Ousmane Samassékou, auteur de «L’Appel de nuit» et Daniel Oron, auteur de «La Calebasse»
Ces productions de 13 minutes chacune représentent une réelle chance de monter sur la plus haute marche du podium La 23è édition du Festival de court métrage
cinématographique de l’Uemoa, appelé Clap aura lieu à Abidjan du 4 au 9 septembre
prochains.
Chacun des 8 pays de cet ensemble sous-régional propose un film de
fiction et un documentaire. C’est ainsi que le Centre national de la
cinématographie du Mali (CNCM) vient de choisir les films : «L’appel de nuit»
de Ousmane Samassékou pour la fiction et «La calebasse» de Daniel Oron pour le
documentaire. Ces deux productions durent chacune 13 minutes.
Les résultats de cette sélection ont été
proclamés, samedi dernier, devant de nombreux postulants. C’est un jury composé
de professionnels, notamment Mme Kady Sidibé, présidente de l’Association
cinéma numérique ambulant, Boubacar Belco Diallo, auteur, metteur en scène et
comédien, Fily Traoré, comédien et metteur en scène, Abdou Ouologuem, artiste
plasticien, décorateur et comédien et votre serviteur, qui a délibéré.

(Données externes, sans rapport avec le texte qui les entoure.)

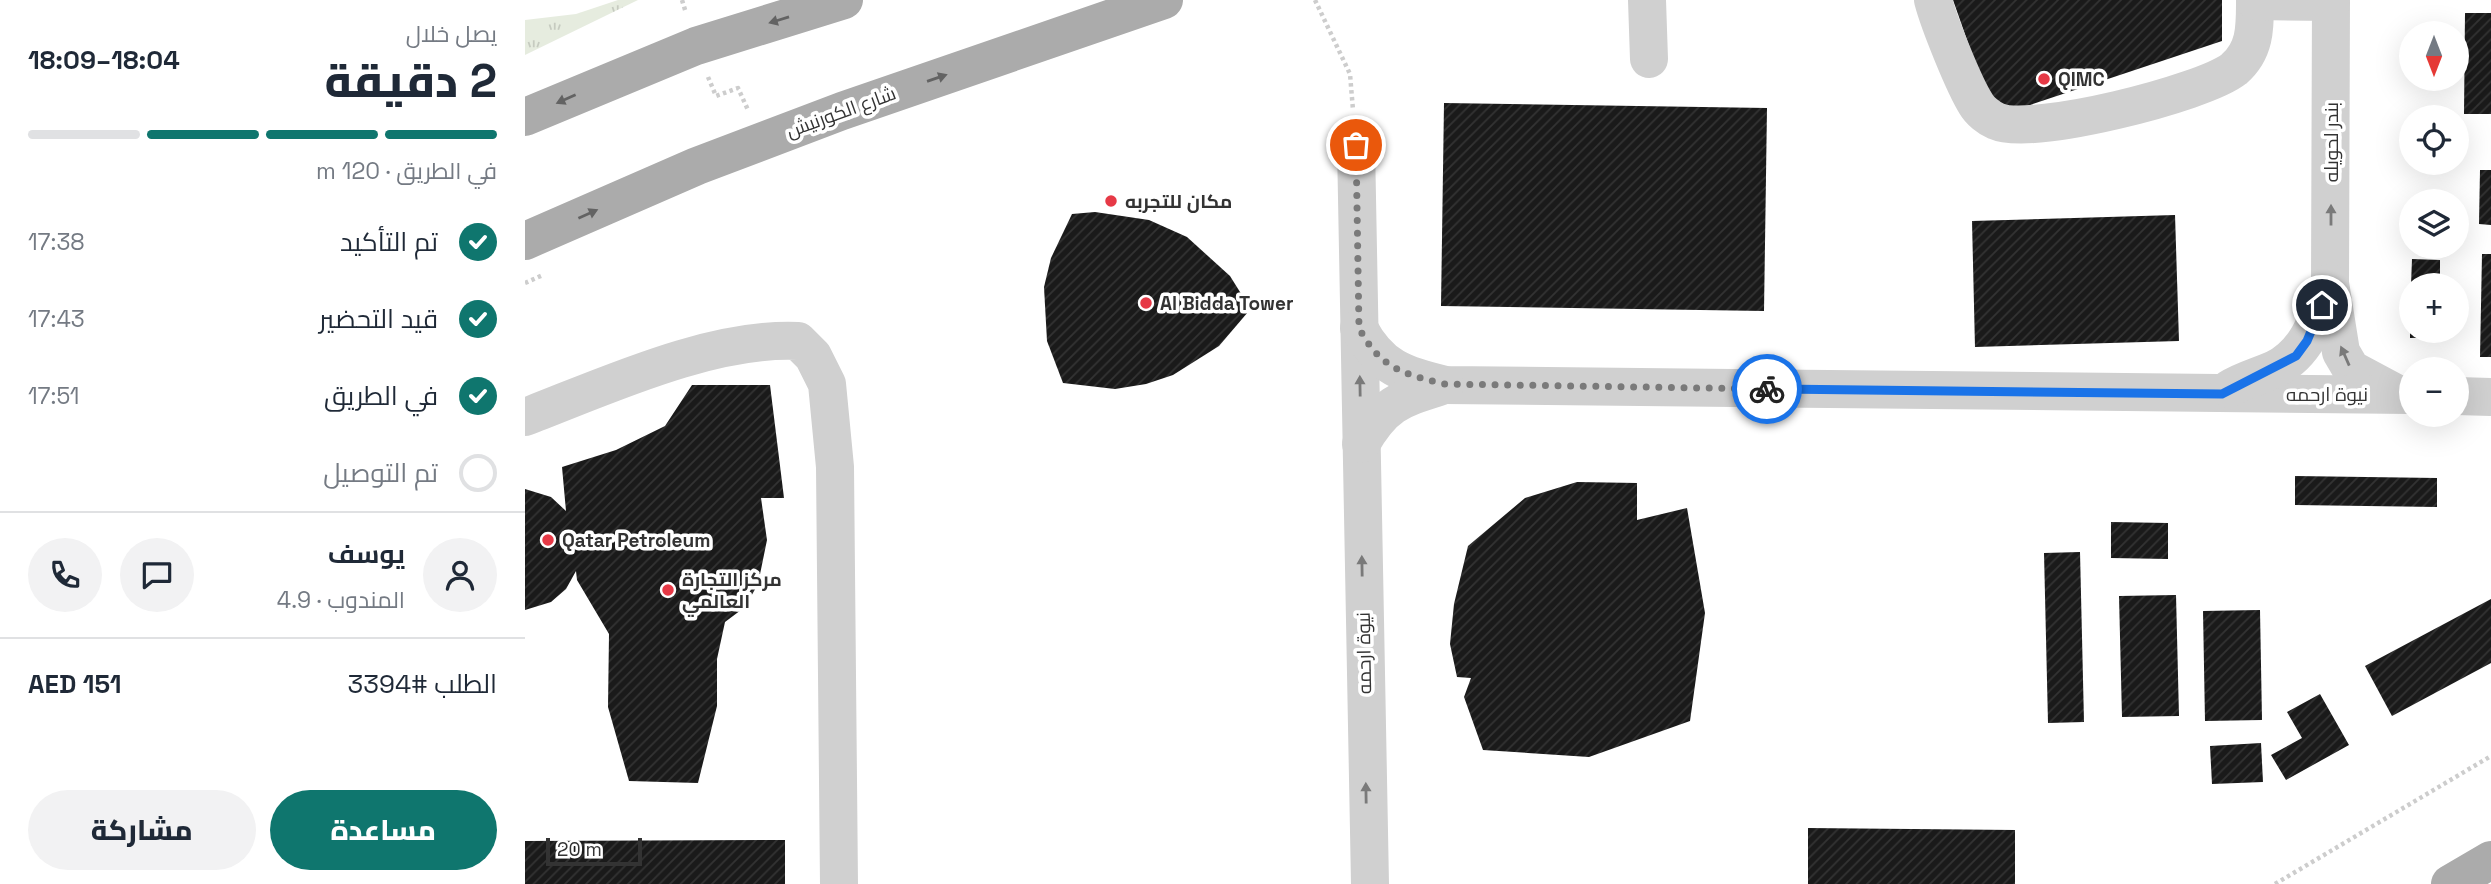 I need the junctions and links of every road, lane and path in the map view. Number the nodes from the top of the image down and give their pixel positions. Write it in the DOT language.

Les membres du jury ont visionné pendant une journée les 17 films
présélectionnés, dont 9 films de fiction. Cinq critères ont prévalu dans le
départage des films. il s’agit de la qualité du scénario, de l’originalité du
thème, du jeu des acteurs, du décor, des costumes et accessoires, de la qualité
des images et du son.
Les cinq membres du jury ont été convaincus à l’unanimité
par la facture de «L’Appel de nuit», une fiction écrite au deuxième degré et
qui agrippe le spectateur dès les premières minutes. Le jeune homme ne veut pas
répondre à l’appel de la patrie qui est menacée par des ennemis. Il ne veut pas
s’engager dans l’armée pour défendre le pays de ses ancêtres. Son grand père
entreprend de le convaincre.
Il lui rappelle les règles de conduite des hommes et des femmes édictée par la
Charte de Kurukanfuga et le serment des chasseurs traditionnels du mandé. Car
pour le vieux chasseur et ancien combattant qu’est le grand père, s’engager
dans l’armée est une tradition dans leur famille. Une thématique inédite dans
le cinéma.
Quant à «La calebasse», il met en scène un ustensile de cuisine pour
les femmes du Sahel, mais qui a beaucoup d’autres utilités dans notre société
traditionnelle. Cet ustensile de cuisine reste indispensable encore de nos
jours. Il est donc à la fois un objet traditionnel et moderne et joue un rôle
extrêmement important dans les pratiques religieuses, divinatoires et occultes
en Afrique.
Dans ce documentaire, tous les aspects de la
question concernant la calebasse sont passés au peigne fin de deux grands
spécialistes que sont Salia Malé, anthropologue, et Fodé Moussa Sidibé,
professeur de littérature comparée et maître «donso». Le jury a pris soin de
révéler les trois meilleurs films dans les deux genres cinématographiques.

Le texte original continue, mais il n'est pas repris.